## DESCRIPTION OF THE TASK
State how many lines in the following entries hold the word "طاهر". The reply is that number only.

## GIVEN RECORDS
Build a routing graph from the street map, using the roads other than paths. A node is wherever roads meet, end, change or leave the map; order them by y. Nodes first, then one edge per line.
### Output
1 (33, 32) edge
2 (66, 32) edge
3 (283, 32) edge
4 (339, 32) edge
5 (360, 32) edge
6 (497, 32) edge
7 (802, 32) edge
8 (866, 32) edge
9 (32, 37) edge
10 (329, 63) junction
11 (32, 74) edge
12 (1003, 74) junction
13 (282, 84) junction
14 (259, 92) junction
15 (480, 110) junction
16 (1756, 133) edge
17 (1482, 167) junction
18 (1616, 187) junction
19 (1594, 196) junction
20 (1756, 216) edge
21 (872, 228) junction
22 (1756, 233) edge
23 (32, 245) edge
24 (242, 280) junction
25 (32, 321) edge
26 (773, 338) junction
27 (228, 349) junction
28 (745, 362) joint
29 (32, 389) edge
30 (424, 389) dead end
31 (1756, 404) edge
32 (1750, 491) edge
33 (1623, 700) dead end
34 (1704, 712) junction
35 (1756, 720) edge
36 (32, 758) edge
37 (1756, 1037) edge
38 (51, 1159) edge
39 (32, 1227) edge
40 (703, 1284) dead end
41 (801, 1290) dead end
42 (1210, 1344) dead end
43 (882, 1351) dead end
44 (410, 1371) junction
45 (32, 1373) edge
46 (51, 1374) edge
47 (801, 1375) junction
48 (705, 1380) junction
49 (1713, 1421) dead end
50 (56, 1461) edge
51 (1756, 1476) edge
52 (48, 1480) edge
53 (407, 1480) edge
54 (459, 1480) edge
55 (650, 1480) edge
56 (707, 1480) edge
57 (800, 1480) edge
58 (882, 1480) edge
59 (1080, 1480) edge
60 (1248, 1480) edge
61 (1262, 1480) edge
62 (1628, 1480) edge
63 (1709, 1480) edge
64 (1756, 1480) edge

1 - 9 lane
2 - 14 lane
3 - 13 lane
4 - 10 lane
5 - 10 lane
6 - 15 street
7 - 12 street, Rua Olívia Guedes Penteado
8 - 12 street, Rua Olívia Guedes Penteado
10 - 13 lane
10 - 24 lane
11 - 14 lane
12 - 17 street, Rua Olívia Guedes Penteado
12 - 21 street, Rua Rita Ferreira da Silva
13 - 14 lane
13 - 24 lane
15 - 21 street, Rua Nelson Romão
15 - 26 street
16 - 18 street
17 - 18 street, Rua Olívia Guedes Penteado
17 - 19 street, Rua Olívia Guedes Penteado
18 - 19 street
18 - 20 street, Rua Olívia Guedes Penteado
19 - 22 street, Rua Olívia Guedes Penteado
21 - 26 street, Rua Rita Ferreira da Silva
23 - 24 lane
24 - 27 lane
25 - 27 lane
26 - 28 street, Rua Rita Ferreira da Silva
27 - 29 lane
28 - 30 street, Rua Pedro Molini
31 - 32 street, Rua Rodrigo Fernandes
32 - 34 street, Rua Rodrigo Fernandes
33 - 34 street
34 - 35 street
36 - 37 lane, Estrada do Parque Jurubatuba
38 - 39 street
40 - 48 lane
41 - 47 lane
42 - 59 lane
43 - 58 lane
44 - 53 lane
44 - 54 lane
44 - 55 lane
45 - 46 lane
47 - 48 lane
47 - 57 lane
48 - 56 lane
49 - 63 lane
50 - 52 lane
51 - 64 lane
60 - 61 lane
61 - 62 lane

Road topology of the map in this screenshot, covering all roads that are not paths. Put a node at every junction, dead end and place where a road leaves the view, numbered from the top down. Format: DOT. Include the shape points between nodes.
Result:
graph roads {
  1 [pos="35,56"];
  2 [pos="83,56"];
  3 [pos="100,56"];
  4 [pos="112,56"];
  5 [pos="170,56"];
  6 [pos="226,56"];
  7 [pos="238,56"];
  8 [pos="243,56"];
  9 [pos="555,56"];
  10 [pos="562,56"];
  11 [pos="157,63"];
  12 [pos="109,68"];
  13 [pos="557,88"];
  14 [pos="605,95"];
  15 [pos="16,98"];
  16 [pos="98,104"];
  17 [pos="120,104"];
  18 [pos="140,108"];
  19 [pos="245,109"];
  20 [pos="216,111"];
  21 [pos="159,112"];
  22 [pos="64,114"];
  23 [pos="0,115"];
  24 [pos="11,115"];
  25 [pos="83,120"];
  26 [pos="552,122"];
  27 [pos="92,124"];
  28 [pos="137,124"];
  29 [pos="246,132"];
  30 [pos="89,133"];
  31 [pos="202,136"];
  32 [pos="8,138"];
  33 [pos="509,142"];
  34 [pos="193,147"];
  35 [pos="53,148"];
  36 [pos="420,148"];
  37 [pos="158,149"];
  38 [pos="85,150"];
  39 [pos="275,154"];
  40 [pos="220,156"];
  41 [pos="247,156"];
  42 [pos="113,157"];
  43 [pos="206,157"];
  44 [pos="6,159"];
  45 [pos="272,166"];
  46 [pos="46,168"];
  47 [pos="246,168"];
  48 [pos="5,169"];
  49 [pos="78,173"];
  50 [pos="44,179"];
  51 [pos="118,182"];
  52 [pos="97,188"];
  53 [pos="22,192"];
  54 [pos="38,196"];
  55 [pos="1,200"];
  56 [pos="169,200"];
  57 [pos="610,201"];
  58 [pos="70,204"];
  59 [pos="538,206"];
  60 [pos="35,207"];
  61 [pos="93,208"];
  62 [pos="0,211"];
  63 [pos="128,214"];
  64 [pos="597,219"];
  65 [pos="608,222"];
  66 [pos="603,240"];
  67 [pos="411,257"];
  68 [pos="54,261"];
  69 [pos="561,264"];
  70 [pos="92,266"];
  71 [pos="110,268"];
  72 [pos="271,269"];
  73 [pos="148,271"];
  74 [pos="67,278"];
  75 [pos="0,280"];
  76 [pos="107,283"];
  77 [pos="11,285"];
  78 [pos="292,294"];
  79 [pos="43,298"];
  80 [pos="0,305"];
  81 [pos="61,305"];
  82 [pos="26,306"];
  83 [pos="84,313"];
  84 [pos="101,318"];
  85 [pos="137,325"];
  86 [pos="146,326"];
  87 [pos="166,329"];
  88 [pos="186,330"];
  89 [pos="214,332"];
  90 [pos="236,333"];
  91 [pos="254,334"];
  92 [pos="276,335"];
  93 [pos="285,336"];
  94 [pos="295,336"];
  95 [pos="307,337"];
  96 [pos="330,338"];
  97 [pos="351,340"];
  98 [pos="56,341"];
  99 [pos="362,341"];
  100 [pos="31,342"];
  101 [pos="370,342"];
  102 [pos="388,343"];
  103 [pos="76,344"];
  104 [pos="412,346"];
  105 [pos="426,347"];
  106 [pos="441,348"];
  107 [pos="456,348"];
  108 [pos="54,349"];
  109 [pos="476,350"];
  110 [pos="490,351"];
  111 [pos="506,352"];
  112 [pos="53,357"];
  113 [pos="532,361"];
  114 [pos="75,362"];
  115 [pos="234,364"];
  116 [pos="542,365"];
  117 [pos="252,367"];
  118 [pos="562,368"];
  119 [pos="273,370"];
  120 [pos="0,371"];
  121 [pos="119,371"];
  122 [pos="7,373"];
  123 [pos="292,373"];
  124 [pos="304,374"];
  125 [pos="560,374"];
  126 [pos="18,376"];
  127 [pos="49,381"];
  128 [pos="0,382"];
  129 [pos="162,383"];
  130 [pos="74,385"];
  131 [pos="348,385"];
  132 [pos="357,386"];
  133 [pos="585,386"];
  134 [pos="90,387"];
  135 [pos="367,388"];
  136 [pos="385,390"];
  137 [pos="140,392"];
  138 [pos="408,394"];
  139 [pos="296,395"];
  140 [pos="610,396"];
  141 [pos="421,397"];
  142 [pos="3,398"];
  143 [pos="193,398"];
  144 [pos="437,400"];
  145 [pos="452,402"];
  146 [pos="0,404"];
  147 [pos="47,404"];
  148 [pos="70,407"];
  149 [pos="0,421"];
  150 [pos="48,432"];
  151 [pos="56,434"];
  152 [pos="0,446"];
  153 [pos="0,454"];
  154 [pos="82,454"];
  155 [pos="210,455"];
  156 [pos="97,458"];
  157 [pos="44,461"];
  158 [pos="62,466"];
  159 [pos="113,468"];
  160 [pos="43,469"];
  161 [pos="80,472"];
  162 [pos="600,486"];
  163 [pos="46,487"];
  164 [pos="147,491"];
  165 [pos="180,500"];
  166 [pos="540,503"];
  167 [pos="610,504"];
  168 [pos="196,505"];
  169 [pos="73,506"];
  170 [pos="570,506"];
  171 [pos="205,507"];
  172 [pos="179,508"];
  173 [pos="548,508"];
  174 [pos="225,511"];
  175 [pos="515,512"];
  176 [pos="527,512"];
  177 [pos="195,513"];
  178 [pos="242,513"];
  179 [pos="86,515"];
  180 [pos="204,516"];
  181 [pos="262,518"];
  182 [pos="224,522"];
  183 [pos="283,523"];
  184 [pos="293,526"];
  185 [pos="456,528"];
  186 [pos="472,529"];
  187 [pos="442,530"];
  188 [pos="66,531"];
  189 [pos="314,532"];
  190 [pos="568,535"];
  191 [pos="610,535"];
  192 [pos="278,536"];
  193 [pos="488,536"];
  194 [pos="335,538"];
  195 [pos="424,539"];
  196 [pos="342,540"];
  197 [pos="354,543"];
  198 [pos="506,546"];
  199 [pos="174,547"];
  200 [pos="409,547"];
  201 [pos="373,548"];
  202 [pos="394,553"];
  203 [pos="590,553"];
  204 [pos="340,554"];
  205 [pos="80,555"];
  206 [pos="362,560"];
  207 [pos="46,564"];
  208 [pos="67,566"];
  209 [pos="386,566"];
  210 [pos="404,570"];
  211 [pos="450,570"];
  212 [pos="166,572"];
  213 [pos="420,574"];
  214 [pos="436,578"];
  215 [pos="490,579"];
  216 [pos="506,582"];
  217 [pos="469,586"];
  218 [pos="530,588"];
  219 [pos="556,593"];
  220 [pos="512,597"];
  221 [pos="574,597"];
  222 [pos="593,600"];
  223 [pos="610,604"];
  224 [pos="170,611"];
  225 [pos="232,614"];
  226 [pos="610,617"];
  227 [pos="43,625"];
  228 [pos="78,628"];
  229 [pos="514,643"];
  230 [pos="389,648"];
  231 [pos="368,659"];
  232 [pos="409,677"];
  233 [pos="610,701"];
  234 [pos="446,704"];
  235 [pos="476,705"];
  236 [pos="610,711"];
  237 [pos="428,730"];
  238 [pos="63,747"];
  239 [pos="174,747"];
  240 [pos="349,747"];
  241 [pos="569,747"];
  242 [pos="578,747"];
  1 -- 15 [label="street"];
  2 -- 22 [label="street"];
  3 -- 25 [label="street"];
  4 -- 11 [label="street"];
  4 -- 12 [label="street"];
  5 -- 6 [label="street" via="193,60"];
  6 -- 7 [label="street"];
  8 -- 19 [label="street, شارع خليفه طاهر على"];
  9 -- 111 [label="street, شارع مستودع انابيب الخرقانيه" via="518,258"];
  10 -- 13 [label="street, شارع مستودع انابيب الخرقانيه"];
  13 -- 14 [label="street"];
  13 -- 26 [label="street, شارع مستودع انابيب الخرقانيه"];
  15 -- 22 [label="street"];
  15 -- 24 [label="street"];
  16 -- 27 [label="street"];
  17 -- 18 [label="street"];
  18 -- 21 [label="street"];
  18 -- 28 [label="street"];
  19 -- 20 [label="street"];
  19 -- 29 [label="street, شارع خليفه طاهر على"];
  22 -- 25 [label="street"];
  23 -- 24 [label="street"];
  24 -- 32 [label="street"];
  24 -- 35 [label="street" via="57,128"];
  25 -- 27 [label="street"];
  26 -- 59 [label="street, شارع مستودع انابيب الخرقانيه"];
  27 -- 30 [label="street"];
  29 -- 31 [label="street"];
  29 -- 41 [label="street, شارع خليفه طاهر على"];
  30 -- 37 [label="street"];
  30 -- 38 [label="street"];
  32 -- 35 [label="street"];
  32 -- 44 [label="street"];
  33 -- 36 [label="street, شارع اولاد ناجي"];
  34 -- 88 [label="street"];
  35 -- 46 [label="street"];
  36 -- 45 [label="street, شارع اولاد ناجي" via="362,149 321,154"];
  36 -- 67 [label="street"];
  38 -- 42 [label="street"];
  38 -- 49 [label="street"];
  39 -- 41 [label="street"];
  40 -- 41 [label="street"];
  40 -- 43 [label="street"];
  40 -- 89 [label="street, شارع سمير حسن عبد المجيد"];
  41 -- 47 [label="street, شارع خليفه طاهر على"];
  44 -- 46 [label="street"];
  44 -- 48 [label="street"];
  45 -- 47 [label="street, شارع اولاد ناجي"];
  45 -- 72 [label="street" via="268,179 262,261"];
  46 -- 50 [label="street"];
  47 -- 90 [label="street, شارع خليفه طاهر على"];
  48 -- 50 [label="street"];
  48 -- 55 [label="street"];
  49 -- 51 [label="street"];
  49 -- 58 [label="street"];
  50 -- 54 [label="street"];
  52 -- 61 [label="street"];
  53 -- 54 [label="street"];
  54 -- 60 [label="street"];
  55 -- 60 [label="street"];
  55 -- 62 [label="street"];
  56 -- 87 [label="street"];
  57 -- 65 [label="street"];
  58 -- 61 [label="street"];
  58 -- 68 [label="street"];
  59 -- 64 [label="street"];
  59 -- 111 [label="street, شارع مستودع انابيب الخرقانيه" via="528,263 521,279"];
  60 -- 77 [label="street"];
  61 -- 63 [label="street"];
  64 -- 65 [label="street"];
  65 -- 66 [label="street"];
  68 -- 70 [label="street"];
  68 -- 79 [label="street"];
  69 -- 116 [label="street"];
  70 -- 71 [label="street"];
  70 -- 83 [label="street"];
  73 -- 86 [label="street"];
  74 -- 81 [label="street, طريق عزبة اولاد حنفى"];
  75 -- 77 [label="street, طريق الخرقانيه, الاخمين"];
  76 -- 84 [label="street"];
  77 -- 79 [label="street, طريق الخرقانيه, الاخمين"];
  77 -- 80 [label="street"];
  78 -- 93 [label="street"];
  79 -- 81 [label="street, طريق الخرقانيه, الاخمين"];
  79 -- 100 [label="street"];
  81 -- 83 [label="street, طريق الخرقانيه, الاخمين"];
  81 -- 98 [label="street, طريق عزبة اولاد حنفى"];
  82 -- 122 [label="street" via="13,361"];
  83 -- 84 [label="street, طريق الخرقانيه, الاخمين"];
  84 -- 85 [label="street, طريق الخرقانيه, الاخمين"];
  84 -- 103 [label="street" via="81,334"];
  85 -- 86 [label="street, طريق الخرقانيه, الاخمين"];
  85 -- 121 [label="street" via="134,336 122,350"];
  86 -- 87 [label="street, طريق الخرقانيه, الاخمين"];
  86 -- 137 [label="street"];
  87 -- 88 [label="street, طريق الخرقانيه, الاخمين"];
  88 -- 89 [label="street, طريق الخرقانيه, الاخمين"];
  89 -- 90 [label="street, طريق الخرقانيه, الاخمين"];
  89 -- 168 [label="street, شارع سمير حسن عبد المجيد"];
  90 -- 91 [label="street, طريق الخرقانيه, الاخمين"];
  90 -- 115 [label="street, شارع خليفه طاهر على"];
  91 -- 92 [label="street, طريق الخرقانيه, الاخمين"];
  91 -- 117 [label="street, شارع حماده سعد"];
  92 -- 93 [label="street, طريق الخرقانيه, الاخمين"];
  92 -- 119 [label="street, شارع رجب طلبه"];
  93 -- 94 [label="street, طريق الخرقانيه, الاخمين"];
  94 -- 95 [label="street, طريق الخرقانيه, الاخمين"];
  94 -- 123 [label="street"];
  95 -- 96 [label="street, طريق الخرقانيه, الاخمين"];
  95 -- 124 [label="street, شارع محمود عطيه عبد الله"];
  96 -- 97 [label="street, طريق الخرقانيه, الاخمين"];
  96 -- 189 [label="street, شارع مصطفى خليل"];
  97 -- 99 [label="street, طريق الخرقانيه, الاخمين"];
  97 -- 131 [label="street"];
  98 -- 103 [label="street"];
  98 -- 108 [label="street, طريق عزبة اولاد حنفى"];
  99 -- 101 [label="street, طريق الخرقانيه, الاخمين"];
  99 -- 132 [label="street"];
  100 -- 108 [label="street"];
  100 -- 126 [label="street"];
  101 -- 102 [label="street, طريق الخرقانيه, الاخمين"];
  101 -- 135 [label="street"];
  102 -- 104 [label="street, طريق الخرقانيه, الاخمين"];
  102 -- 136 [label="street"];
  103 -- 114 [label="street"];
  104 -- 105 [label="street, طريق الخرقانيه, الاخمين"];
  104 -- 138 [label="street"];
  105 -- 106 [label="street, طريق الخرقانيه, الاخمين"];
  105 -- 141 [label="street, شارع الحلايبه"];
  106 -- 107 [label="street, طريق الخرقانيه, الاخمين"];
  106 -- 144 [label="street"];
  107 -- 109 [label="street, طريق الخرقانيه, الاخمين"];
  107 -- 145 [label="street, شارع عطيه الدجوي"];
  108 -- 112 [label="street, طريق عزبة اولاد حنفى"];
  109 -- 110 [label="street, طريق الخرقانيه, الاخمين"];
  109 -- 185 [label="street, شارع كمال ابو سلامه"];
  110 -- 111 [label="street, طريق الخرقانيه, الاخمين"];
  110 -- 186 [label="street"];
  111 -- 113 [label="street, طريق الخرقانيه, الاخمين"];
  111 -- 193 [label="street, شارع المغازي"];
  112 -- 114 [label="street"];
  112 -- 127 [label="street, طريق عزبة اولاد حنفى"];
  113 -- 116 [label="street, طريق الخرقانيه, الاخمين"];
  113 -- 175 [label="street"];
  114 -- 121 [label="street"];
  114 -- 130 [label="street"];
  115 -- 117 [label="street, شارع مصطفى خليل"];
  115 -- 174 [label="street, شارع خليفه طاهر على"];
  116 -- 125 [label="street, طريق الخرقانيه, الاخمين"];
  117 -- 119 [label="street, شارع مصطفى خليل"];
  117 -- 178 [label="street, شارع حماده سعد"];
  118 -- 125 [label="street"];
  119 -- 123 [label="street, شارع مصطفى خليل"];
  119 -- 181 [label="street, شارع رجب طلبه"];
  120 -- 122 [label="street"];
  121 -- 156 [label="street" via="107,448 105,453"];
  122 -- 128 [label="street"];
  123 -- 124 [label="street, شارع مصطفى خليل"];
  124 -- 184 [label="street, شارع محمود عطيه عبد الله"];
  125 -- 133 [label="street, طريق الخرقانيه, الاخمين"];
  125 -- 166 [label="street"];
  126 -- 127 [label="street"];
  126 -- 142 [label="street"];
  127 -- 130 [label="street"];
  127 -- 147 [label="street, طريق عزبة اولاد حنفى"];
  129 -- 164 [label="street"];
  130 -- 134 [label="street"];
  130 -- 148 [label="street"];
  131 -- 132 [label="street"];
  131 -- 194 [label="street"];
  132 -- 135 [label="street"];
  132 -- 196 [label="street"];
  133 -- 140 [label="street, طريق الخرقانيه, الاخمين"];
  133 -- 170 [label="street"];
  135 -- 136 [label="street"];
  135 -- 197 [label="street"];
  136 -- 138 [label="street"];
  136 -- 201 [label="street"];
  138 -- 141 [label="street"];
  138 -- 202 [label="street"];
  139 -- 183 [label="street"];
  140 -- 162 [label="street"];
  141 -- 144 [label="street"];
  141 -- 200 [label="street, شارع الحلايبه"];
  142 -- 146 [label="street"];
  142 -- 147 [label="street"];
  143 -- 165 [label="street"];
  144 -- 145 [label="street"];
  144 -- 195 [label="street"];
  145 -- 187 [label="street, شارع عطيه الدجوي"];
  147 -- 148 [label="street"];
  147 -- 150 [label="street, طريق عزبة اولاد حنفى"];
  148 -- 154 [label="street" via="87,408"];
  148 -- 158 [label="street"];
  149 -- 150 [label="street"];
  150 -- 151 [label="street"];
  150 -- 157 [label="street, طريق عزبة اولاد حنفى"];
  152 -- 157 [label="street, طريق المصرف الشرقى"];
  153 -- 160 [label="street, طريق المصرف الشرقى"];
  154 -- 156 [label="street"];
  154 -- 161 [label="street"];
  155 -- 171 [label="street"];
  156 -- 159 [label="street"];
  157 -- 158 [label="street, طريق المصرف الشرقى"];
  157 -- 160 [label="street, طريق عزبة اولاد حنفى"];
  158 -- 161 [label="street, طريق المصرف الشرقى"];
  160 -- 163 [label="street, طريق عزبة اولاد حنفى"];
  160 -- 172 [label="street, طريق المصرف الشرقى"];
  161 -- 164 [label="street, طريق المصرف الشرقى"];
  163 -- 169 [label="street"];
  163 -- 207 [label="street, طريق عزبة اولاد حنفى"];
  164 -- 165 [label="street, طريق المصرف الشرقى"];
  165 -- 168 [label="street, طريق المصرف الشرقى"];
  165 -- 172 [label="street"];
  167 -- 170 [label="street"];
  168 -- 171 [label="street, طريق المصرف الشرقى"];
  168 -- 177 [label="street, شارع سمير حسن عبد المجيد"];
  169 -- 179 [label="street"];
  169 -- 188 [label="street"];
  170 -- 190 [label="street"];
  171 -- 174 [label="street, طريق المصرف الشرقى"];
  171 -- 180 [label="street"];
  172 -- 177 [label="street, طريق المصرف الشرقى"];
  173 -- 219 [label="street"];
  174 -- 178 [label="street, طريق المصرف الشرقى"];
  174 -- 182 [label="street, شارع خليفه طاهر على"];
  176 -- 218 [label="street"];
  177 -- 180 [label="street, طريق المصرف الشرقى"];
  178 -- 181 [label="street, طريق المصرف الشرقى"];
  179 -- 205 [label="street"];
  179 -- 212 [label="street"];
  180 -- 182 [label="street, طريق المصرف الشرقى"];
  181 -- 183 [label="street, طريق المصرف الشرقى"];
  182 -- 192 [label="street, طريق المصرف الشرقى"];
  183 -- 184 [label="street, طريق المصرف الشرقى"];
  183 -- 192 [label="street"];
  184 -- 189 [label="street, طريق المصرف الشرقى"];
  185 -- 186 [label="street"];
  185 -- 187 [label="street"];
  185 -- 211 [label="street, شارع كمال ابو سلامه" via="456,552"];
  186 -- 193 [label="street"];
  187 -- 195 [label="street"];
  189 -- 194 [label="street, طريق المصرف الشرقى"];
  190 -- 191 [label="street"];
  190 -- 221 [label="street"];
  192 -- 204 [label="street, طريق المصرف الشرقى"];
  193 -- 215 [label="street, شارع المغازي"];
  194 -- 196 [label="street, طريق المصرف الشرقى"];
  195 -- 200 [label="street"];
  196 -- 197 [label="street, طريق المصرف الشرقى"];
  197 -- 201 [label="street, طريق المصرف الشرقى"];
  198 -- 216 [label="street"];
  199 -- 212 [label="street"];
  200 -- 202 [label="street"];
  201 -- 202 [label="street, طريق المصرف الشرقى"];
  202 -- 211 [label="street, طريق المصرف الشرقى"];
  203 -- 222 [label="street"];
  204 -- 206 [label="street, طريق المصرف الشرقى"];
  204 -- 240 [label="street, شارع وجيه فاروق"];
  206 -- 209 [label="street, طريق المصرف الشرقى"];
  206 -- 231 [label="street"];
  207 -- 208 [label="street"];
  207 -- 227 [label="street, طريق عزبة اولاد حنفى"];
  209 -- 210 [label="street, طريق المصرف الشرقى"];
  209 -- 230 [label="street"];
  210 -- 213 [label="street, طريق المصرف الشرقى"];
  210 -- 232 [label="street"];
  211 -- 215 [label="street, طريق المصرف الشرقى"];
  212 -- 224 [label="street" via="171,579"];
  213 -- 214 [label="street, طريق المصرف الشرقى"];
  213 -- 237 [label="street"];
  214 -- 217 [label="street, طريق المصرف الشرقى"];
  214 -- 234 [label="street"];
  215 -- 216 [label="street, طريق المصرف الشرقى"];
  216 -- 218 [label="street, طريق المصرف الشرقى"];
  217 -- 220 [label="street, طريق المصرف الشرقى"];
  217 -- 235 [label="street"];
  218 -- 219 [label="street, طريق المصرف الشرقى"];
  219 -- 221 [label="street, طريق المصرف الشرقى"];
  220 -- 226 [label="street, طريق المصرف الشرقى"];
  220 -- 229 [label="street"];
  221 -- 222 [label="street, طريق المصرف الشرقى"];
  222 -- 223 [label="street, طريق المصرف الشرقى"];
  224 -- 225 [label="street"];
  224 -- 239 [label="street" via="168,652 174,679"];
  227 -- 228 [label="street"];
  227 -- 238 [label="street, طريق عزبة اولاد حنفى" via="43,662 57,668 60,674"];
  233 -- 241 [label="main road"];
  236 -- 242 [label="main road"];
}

## WRITTEN ANSWER
8